The answer must be the full set of records, repeated exactly.

----- RECORDS FOR THE TASK

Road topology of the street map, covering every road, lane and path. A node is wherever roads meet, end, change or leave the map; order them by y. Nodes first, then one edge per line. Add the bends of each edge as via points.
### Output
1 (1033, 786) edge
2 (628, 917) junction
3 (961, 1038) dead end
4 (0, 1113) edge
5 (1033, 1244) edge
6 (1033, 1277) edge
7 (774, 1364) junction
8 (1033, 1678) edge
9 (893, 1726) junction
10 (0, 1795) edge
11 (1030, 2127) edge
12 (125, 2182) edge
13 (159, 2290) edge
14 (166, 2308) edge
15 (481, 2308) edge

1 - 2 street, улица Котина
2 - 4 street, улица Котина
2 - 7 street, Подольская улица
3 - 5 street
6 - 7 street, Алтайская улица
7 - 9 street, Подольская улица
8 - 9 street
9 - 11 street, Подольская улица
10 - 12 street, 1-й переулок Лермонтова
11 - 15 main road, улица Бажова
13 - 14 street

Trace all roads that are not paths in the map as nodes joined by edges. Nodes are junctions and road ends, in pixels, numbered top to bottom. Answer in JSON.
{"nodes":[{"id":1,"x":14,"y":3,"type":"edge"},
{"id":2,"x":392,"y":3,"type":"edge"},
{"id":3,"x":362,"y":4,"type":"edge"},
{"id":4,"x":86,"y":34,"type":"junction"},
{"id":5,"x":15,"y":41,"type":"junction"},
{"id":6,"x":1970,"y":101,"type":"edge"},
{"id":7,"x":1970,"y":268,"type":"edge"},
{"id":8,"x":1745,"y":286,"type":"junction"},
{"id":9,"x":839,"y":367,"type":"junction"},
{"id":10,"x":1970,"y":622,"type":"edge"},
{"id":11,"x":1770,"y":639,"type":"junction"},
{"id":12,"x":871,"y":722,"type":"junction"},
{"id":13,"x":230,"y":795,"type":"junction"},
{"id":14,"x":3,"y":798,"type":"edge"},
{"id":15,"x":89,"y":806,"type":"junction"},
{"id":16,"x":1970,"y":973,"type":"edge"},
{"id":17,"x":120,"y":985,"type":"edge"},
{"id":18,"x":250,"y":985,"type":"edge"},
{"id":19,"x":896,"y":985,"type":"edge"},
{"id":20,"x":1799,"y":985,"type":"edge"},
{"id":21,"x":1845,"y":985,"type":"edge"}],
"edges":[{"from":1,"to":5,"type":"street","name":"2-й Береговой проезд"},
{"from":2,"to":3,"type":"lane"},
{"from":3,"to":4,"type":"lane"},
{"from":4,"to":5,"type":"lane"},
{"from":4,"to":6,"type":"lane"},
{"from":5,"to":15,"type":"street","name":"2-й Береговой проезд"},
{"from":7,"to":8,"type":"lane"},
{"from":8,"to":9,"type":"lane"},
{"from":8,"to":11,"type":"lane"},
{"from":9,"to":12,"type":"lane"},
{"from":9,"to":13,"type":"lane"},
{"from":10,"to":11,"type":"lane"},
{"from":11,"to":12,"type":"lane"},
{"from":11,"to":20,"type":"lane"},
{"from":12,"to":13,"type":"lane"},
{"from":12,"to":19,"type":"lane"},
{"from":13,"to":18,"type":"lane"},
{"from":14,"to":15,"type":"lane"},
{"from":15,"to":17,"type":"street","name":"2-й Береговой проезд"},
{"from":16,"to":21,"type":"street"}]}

----------

*ANSWER TO THE EXERCISE*:
Road topology of the street map, covering every road, lane and path. A node is wherever roads meet, end, change or leave the map; order them by y. Nodes first, then one edge per line. Add the bends of each edge as via points.
### Output
1 (1033, 786) edge
2 (628, 917) junction
3 (961, 1038) dead end
4 (0, 1113) edge
5 (1033, 1244) edge
6 (1033, 1277) edge
7 (774, 1364) junction
8 (1033, 1678) edge
9 (893, 1726) junction
10 (0, 1795) edge
11 (1030, 2127) edge
12 (125, 2182) edge
13 (159, 2290) edge
14 (166, 2308) edge
15 (481, 2308) edge

1 - 2 street, улица Котина
2 - 4 street, улица Котина
2 - 7 street, Подольская улица
3 - 5 street
6 - 7 street, Алтайская улица
7 - 9 street, Подольская улица
8 - 9 street
9 - 11 street, Подольская улица
10 - 12 street, 1-й переулок Лермонтова
11 - 15 main road, улица Бажова
13 - 14 street

Trace all roads that are not paths in the map as nodes joined by edges. Nodes are junctions and road ends, in pixels, numbered top to bottom. Answer in JSON.
{"nodes":[{"id":1,"x":14,"y":3,"type":"edge"},
{"id":2,"x":392,"y":3,"type":"edge"},
{"id":3,"x":362,"y":4,"type":"edge"},
{"id":4,"x":86,"y":34,"type":"junction"},
{"id":5,"x":15,"y":41,"type":"junction"},
{"id":6,"x":1970,"y":101,"type":"edge"},
{"id":7,"x":1970,"y":268,"type":"edge"},
{"id":8,"x":1745,"y":286,"type":"junction"},
{"id":9,"x":839,"y":367,"type":"junction"},
{"id":10,"x":1970,"y":622,"type":"edge"},
{"id":11,"x":1770,"y":639,"type":"junction"},
{"id":12,"x":871,"y":722,"type":"junction"},
{"id":13,"x":230,"y":795,"type":"junction"},
{"id":14,"x":3,"y":798,"type":"edge"},
{"id":15,"x":89,"y":806,"type":"junction"},
{"id":16,"x":1970,"y":973,"type":"edge"},
{"id":17,"x":120,"y":985,"type":"edge"},
{"id":18,"x":250,"y":985,"type":"edge"},
{"id":19,"x":896,"y":985,"type":"edge"},
{"id":20,"x":1799,"y":985,"type":"edge"},
{"id":21,"x":1845,"y":985,"type":"edge"}],
"edges":[{"from":1,"to":5,"type":"street","name":"2-й Береговой проезд"},
{"from":2,"to":3,"type":"lane"},
{"from":3,"to":4,"type":"lane"},
{"from":4,"to":5,"type":"lane"},
{"from":4,"to":6,"type":"lane"},
{"from":5,"to":15,"type":"street","name":"2-й Береговой проезд"},
{"from":7,"to":8,"type":"lane"},
{"from":8,"to":9,"type":"lane"},
{"from":8,"to":11,"type":"lane"},
{"from":9,"to":12,"type":"lane"},
{"from":9,"to":13,"type":"lane"},
{"from":10,"to":11,"type":"lane"},
{"from":11,"to":12,"type":"lane"},
{"from":11,"to":20,"type":"lane"},
{"from":12,"to":13,"type":"lane"},
{"from":12,"to":19,"type":"lane"},
{"from":13,"to":18,"type":"lane"},
{"from":14,"to":15,"type":"lane"},
{"from":15,"to":17,"type":"street","name":"2-й Береговой проезд"},
{"from":16,"to":21,"type":"street"}]}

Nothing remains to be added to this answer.